EXERCISE INSTRUCTIONS
For every record that follows, write out the text exactly and omit the picture, if one is present.

(Beginning of EXCERPTED DATA)

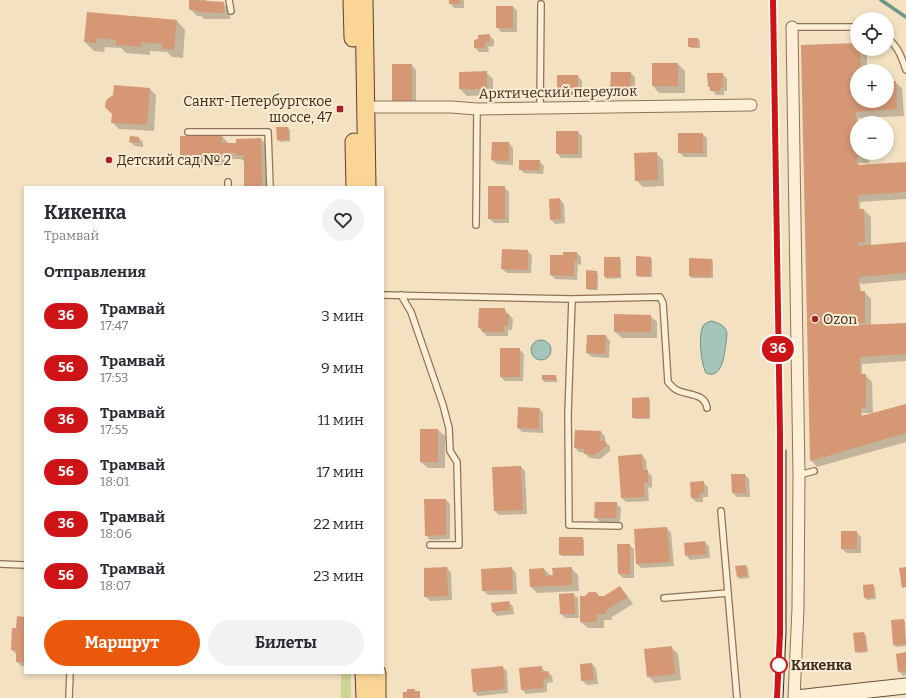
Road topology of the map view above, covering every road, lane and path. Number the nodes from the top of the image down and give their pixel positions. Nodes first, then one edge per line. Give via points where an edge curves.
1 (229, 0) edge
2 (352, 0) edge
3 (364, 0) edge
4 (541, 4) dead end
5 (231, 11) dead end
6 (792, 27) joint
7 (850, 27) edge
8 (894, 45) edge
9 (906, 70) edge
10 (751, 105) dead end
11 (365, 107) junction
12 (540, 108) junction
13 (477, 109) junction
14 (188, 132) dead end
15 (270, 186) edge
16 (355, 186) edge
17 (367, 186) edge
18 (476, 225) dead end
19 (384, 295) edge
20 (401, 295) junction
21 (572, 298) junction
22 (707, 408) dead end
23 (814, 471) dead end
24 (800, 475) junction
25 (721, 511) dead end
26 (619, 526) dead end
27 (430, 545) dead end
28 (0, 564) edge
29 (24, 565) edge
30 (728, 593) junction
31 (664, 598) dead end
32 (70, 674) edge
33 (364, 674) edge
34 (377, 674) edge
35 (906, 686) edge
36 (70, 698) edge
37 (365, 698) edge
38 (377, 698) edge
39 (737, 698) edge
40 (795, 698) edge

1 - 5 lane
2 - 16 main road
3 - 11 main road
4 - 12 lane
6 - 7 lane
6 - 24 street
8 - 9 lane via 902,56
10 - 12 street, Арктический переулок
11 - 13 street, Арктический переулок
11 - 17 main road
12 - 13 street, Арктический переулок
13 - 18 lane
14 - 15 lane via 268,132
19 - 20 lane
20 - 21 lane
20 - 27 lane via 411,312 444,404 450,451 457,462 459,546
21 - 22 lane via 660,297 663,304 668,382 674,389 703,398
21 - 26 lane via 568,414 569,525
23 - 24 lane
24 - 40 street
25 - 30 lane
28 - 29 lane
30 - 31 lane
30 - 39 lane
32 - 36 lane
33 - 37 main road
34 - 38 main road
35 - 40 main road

(End of EXCERPTED DATA)

WRITTEN SOLUTION
Road topology of the map view above, covering every road, lane and path. Number the nodes from the top of the image down and give their pixel positions. Nodes first, then one edge per line. Give via points where an edge curves.
1 (229, 0) edge
2 (352, 0) edge
3 (364, 0) edge
4 (541, 4) dead end
5 (231, 11) dead end
6 (792, 27) joint
7 (850, 27) edge
8 (894, 45) edge
9 (906, 70) edge
10 (751, 105) dead end
11 (365, 107) junction
12 (540, 108) junction
13 (477, 109) junction
14 (188, 132) dead end
15 (270, 186) edge
16 (355, 186) edge
17 (367, 186) edge
18 (476, 225) dead end
19 (384, 295) edge
20 (401, 295) junction
21 (572, 298) junction
22 (707, 408) dead end
23 (814, 471) dead end
24 (800, 475) junction
25 (721, 511) dead end
26 (619, 526) dead end
27 (430, 545) dead end
28 (0, 564) edge
29 (24, 565) edge
30 (728, 593) junction
31 (664, 598) dead end
32 (70, 674) edge
33 (364, 674) edge
34 (377, 674) edge
35 (906, 686) edge
36 (70, 698) edge
37 (365, 698) edge
38 (377, 698) edge
39 (737, 698) edge
40 (795, 698) edge

1 - 5 lane
2 - 16 main road
3 - 11 main road
4 - 12 lane
6 - 7 lane
6 - 24 street
8 - 9 lane via 902,56
10 - 12 street, Арктический переулок
11 - 13 street, Арктический переулок
11 - 17 main road
12 - 13 street, Арктический переулок
13 - 18 lane
14 - 15 lane via 268,132
19 - 20 lane
20 - 21 lane
20 - 27 lane via 411,312 444,404 450,451 457,462 459,546
21 - 22 lane via 660,297 663,304 668,382 674,389 703,398
21 - 26 lane via 568,414 569,525
23 - 24 lane
24 - 40 street
25 - 30 lane
28 - 29 lane
30 - 31 lane
30 - 39 lane
32 - 36 lane
33 - 37 main road
34 - 38 main road
35 - 40 main road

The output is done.